- Listed entries -

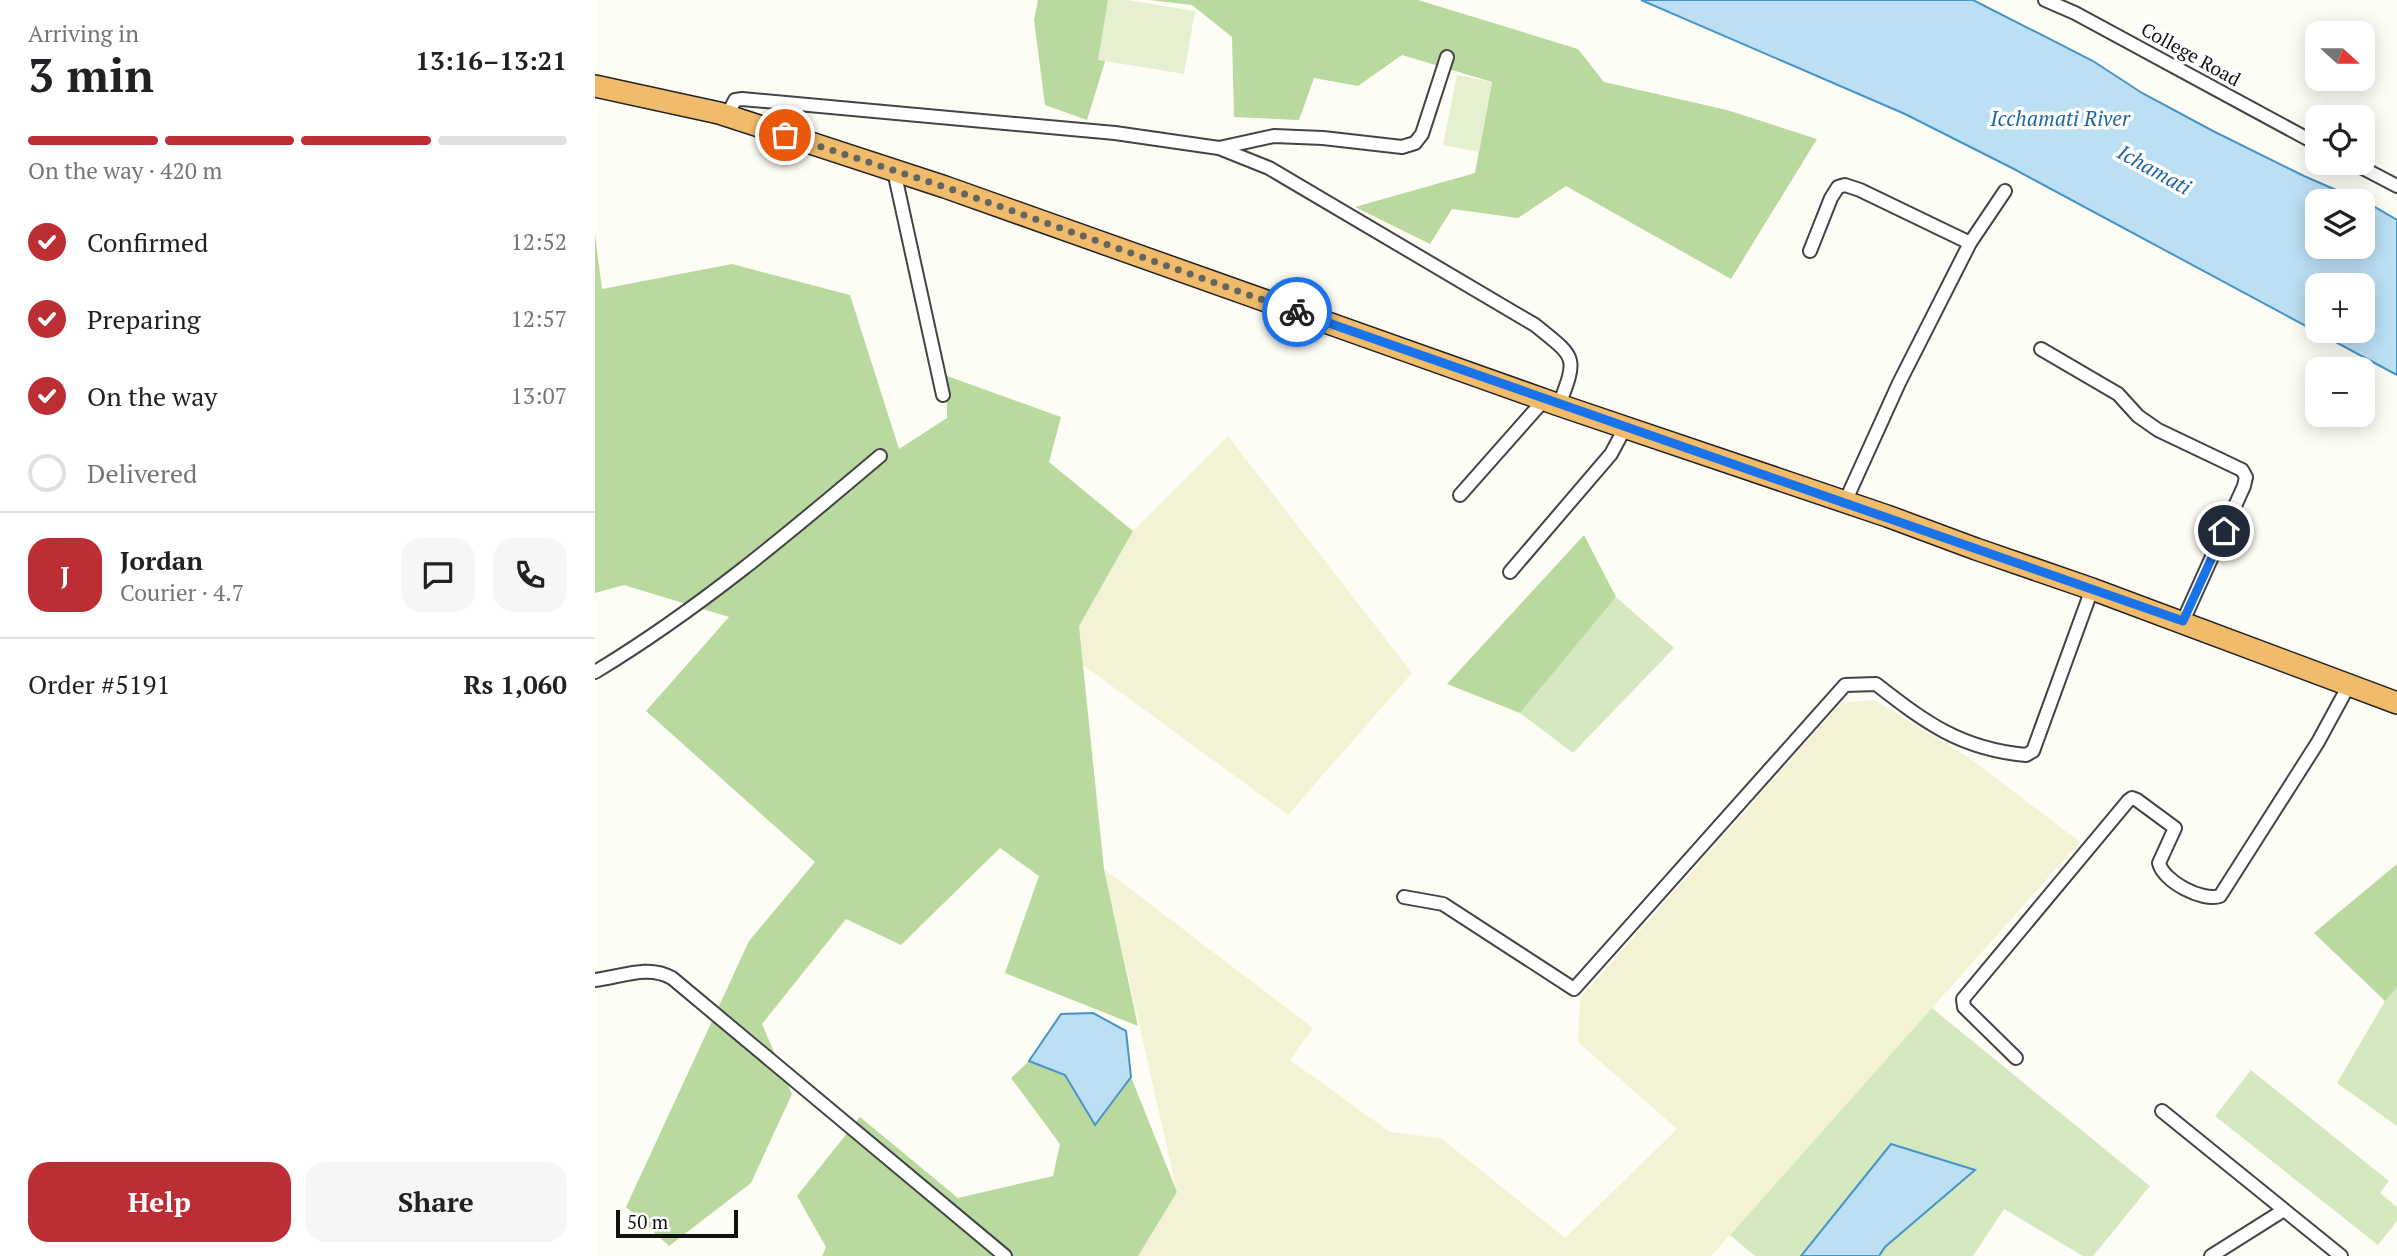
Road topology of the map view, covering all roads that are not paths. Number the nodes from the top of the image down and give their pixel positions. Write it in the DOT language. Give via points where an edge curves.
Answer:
graph roads {
  1 [pos="2045,0"];
  2 [pos="1447,57"];
  3 [pos="595,86"];
  4 [pos="727,116"];
  5 [pos="2305,138"];
  6 [pos="1219,148"];
  7 [pos="894,171"];
  8 [pos="2375,174"];
  9 [pos="2397,186"];
  10 [pos="2005,191"];
  11 [pos="1970,243"];
  12 [pos="1810,251"];
  13 [pos="2041,349"];
  14 [pos="943,395"];
  15 [pos="1552,402"];
  16 [pos="1626,426"];
  17 [pos="880,456"];
  18 [pos="1460,495"];
  19 [pos="1845,502"];
  20 [pos="1510,572"];
  21 [pos="2092,589"];
  22 [pos="2183,621"];
  23 [pos="595,671"];
  24 [pos="2349,685"];
  25 [pos="2397,703"];
  26 [pos="1404,897"];
  27 [pos="595,980"];
  28 [pos="2016,1058"];
  29 [pos="2162,1111"];
  30 [pos="2284,1210"];
  31 [pos="1005,1256"];
  32 [pos="2211,1256"];
  33 [pos="2341,1256"];
  1 -- 5 [label="street, College Road"];
  2 -- 6 [label="street" via="1415,143 1402,147 1274,136"];
  3 -- 4 [label="highway"];
  4 -- 6 [label="street" via="731,104 742,99 1115,133"];
  4 -- 7 [label="highway"];
  6 -- 15 [label="street" via="1269,168 1535,325 1571,357 1573,370"];
  7 -- 14 [label="street"];
  7 -- 15 [label="highway"];
  8 -- 9 [label="street"];
  10 -- 11 [label="street"];
  11 -- 12 [label="street" via="1845,185 1831,198"];
  11 -- 19 [label="street"];
  13 -- 22 [label="street" via="2118,394 2158,430 2242,470 2246,477"];
  15 -- 16 [label="highway"];
  15 -- 18 [label="street"];
  16 -- 19 [label="highway"];
  16 -- 20 [label="street" via="1611,454"];
  17 -- 23 [label="street" via="761,556 638,646"];
  19 -- 21 [label="highway"];
  21 -- 22 [label="highway"];
  21 -- 26 [label="street" via="2033,751 2016,754 1959,740 1923,720 1877,684 1845,685 1574,989 1443,904"];
  22 -- 24 [label="highway"];
  24 -- 25 [label="highway"];
  24 -- 28 [label="street" via="2318,743 2220,896 2199,895 2165,876 2159,863 2175,828 2137,800 2128,801 1963,999 1964,1007"];
  27 -- 31 [label="street" via="651,970 673,978"];
  29 -- 30 [label="street"];
  30 -- 32 [label="street"];
  30 -- 33 [label="street"];
}
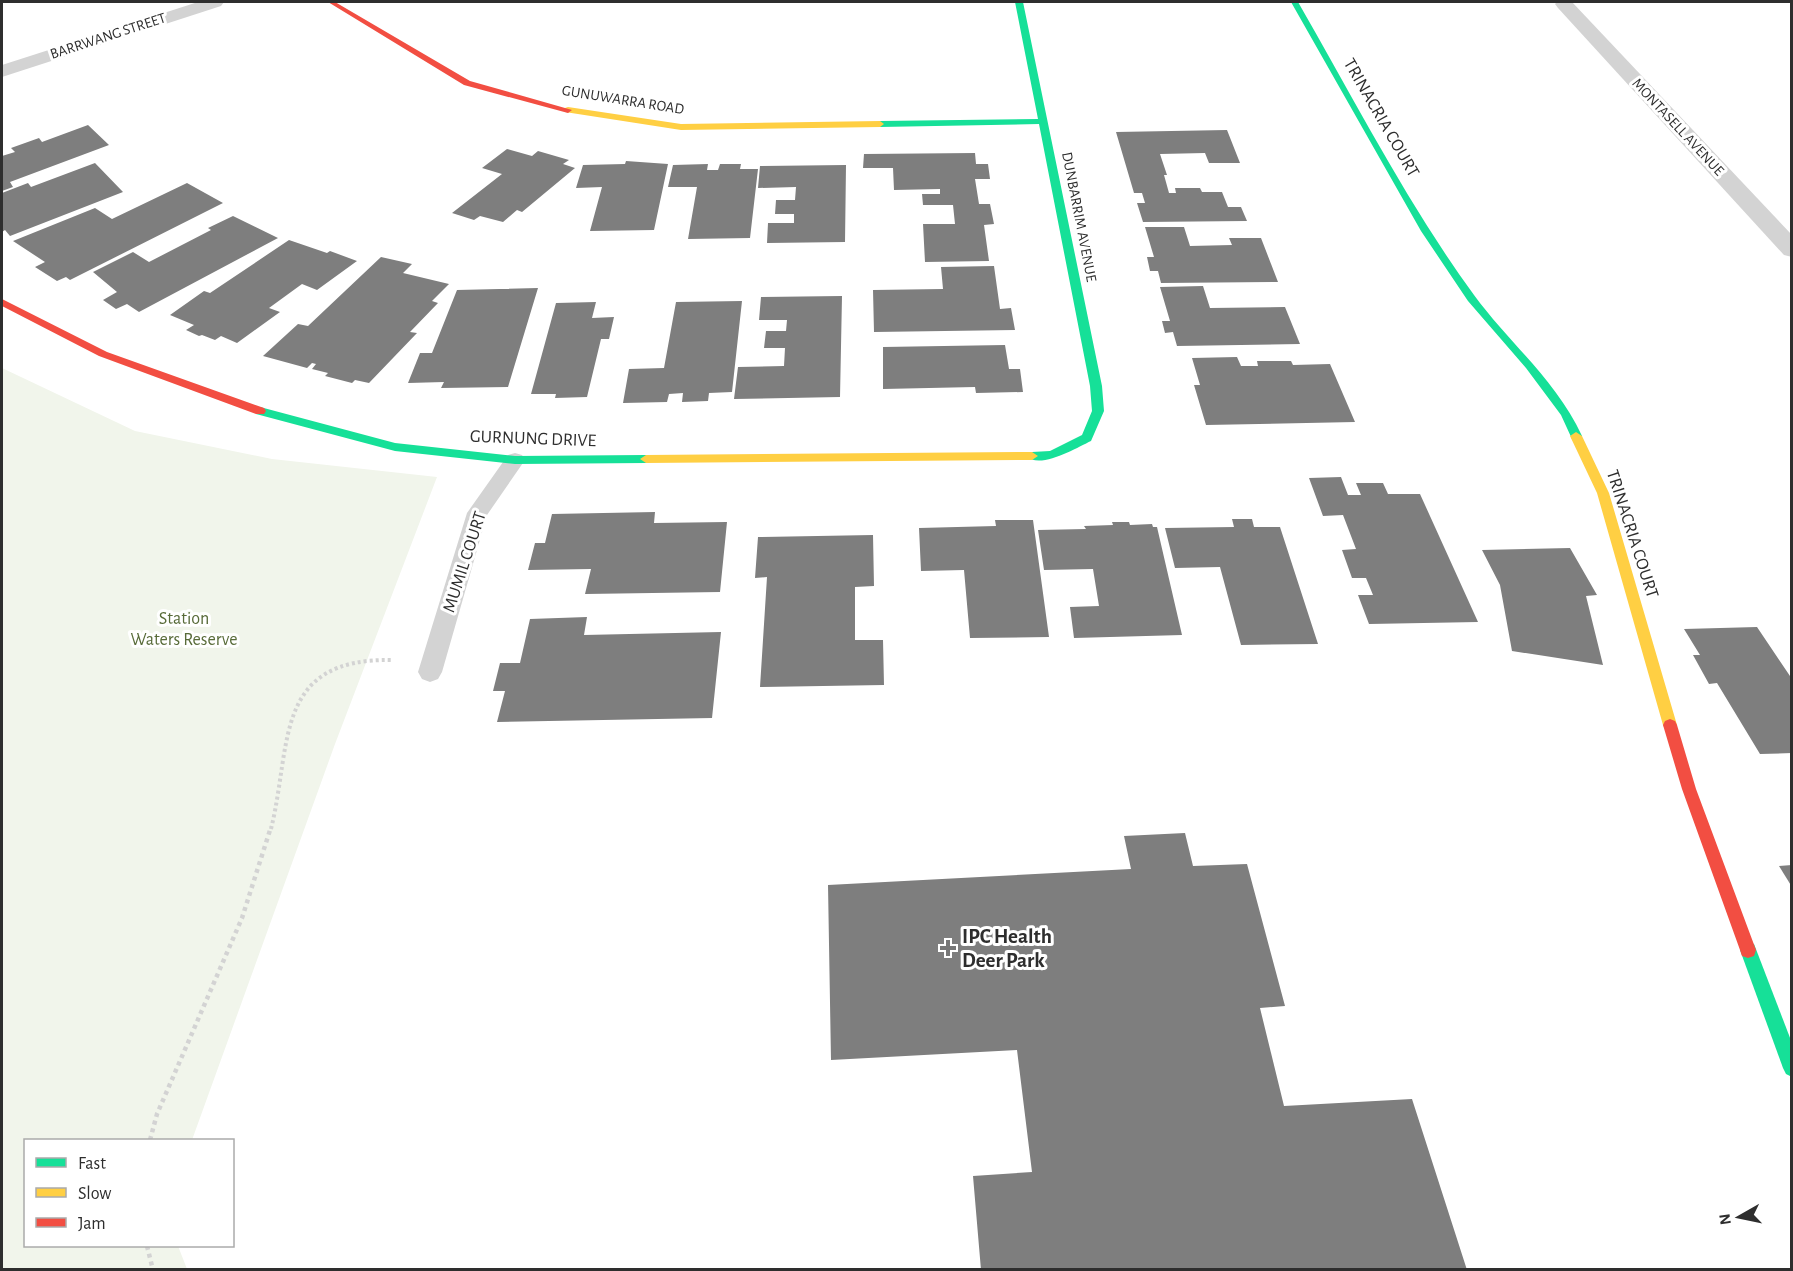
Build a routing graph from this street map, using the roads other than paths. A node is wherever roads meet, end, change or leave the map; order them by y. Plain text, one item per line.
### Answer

- Description of the task -
All lines from the one containing "Build a routing" through the final line of the records above are to be set down exactly, and no other line is to appear.

- Reply to the exercise -
Build a routing graph from this street map, using the roads other than paths. A node is wherever roads meet, end, change or leave the map; order them by y. Plain text, one item per line.
### Answer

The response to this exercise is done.